В те далекие года уходящего девятнадцатого века считалось, что поэт должен испытать острые ощущения по максимуму. Причем непременно и обязательно. В моде было все необычное и экстравагантное. И горькое пьянство казалось чем-то само собой разумеющимся. Да и вообще, как можно творить на трезвую голову? Это ведь совсем не романтично. И потом разве только пьянством можно привлекать к себе внимание?
Гиппиус и Мережковский казались дружной парой, у которой были общие взгляды на жизнь, литературу и философию. И они действительно были таковыми. Сейчас о них много пишут не только в связи с Серебряным веком, литературными течениями и литературной критикой. О них все чаще упоминают как об одной из первых пар, где отсутствовала сексуальная жизнь. Зинаида Гиппиус предпочитала женщин. Но разве от этого вклад их в русскую литературу стал менее значительным? Просто конец девятнадцатого и начало двадцатого века ознаменовалось тем, что все тайное, блуждавшее в сознании многих, вдруг стало обостряться и выплывать наружу. Да и к тому же неожиданно поэтом стало быть модно. Очень точно об этом сказал Георгий Иванов: «Сталкиваясь с разными кругами богемы, делаешь странное открытие: талантливых и тонких ее людей – встречаешь больше всего среди подонков. В чем тут дело? Может быть в том, что самой природе искусства противна умеренность. „Либо пан, либо пропал“. Пропадают неизмеримо чаще. Но и между подонками есть кровная связь. „Пропал“. Не смог стать паном и, может быть, почище других. Не повезло. Голова слабая и воли нет. И произошло обратное пану – „пропал“. Но шанс был. А „средний“, „чистенький“, „уважаемый“ никак никогда не имел шанса – природа его другая.
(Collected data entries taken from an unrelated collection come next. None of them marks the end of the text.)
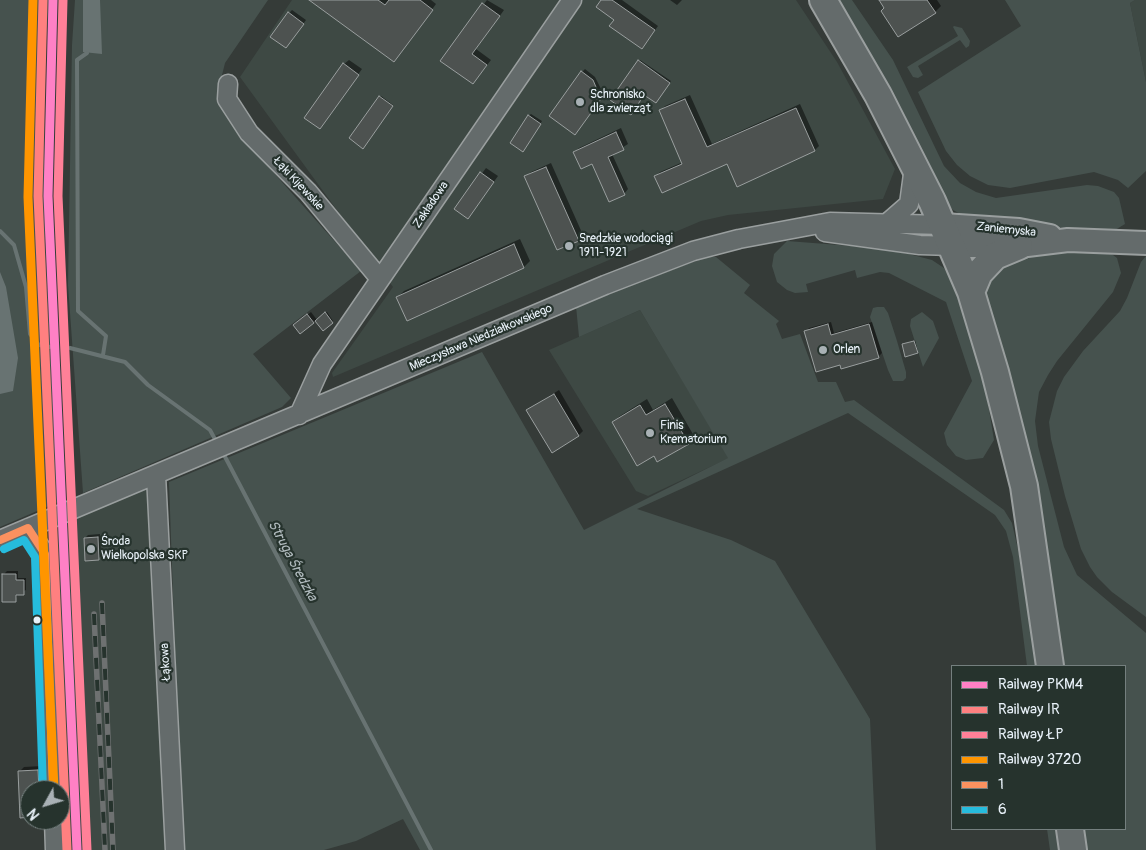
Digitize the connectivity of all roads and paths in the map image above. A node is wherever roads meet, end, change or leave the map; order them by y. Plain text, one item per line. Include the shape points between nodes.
1 (572, 0) edge
2 (823, 0) edge
3 (228, 84) dead end
4 (914, 166) junction
5 (886, 224) junction
6 (795, 228) junction
7 (948, 236) junction
8 (1068, 240) junction
9 (1146, 243) edge
10 (1019, 246) junction
11 (380, 279) junction
12 (971, 292) junction
13 (299, 414) junction
14 (156, 475) junction
15 (28, 528) junction
16 (0, 540) edge
17 (1050, 665) edge
18 (53, 780) edge
19 (54, 830) edge
20 (1070, 830) edge
21 (55, 850) edge
22 (175, 850) edge
23 (1073, 850) edge

1 - 11 street, Zakładowa
2 - 4 highway via 878,94
3 - 11 street, Łąki Kijewskie via 227,99 249,133 308,192
4 - 5 street via 909,204
4 - 7 highway
5 - 6 street, Mieczysława Niedziałkowskiego via 830,222
5 - 7 street, Mieczysława Niedziałkowskiego
6 - 7 street, Mieczysława Niedziałkowskiego via 920,245
6 - 13 street, Mieczysława Niedziałkowskiego via 716,244 661,262
7 - 8 main road, Zaniemyska via 1019,230
7 - 10 main road, Zaniemyska
7 - 12 highway
8 - 9 main road, Zaniemyska
8 - 10 main road, Zaniemyska
10 - 12 highway via 995,256 979,273
11 - 13 street, Zakładowa via 322,364
12 - 17 highway via 996,372 1024,486
13 - 14 street, Mieczysława Niedziałkowskiego
14 - 15 street
14 - 22 street, Łąkowa
15 - 16 street
15 - 18 street via 45,554
19 - 21 street
20 - 23 highway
В этом сознании связи с миром высшим, через голову мира почтенного, – гордость подонков. Жалкая, конечно, гордость».
И множество разбитых судеб, тех, кто начинал блестяще, но увы… Пропадал в сумрачном мире питерских кабаков и пивных. На пересечении проспектов Большого, Малого и Среднего Васильевского острова – пивные. С перекрестков бьют снопы электрического света, слышится пьяный говор и звучит «Китаянка» из хриплого рупора. Некоторые из этих пивных построили немцы в конце восьмидесятых девятнадцатого века. О, разумеется, они не думали, что завсегдатаями станет «богемная» публика столицы. Нет… Они рассчитывали, что сюда будут приходить солидные соотечественники. Поэтому и оборудовали свои заведения под национальный вкус. Широкие мраморные стойки, солидные столики, увесистые фарфоровые пивные кружки и прочие милые их сердцу вещицы. На стенах кафелями выложены сцены из Фауста, а в стеклянной горке посуда для торжественных случаев. Вот только все чаще и чаще эта самая горка, крепко-накрепко закрыта на замок. Поскольку во всех этих заведениях больше не слышна немецкая речь. Здесь собираются «сливки» петербургской богемы, и если мы прикроем глаза, то увидим некоторые зарисовки.
В одной пивной, которая по определению пуста не бывает, официально торгуют до двенадцати, хотя посетители засиживаются там до часу ночи. Но вот стрелка часов неумолимо приближается к закрытию, и вся творческая публика плавно перемещается на Невский, где можно посидеть до трех и перейти на Сенную в только открывшиеся извозчичьи чайные – яичница с обрезками колбасы и спирт в битых коричневых чайниках на грязных скатертях. Такое времяпрепровождение называется пить с пересадками. И вот в одном из подобных кабачков можно увидеть компанию, с которой сидел до утра и Блок. Три столика сдвинуты – это угол литературно-поэтически-музыкальный. Там идут бесконечные разговоры. Слышится фраза: «Романтизм… Романтизм… Голубой цветочек…» А потом: «Выпьем за искусство… Построим лучезарный дворец… Эх, молодость, где ты…» Блок пьет много. Но по нему не видно. Он молчит, и только взгляд становится все более тяжелым, а улыбка деревянной.
Блок любил не просто пивные или кабачки. Он со своими неизменными приятелями-собутыльниками выбирал самые грязные и отвратительные из них. Кстати, его друзья достойны того, чтобы немного рассказать о них. Самым ярким из них был второстепенный писатель – Чулков. Как потом его охарактеризует Любовь Дмитриевна, – он был милым. И поверхностно-изобретательным. Так, он выдумал «мистический анархизм», в который толком-то и сам не верил.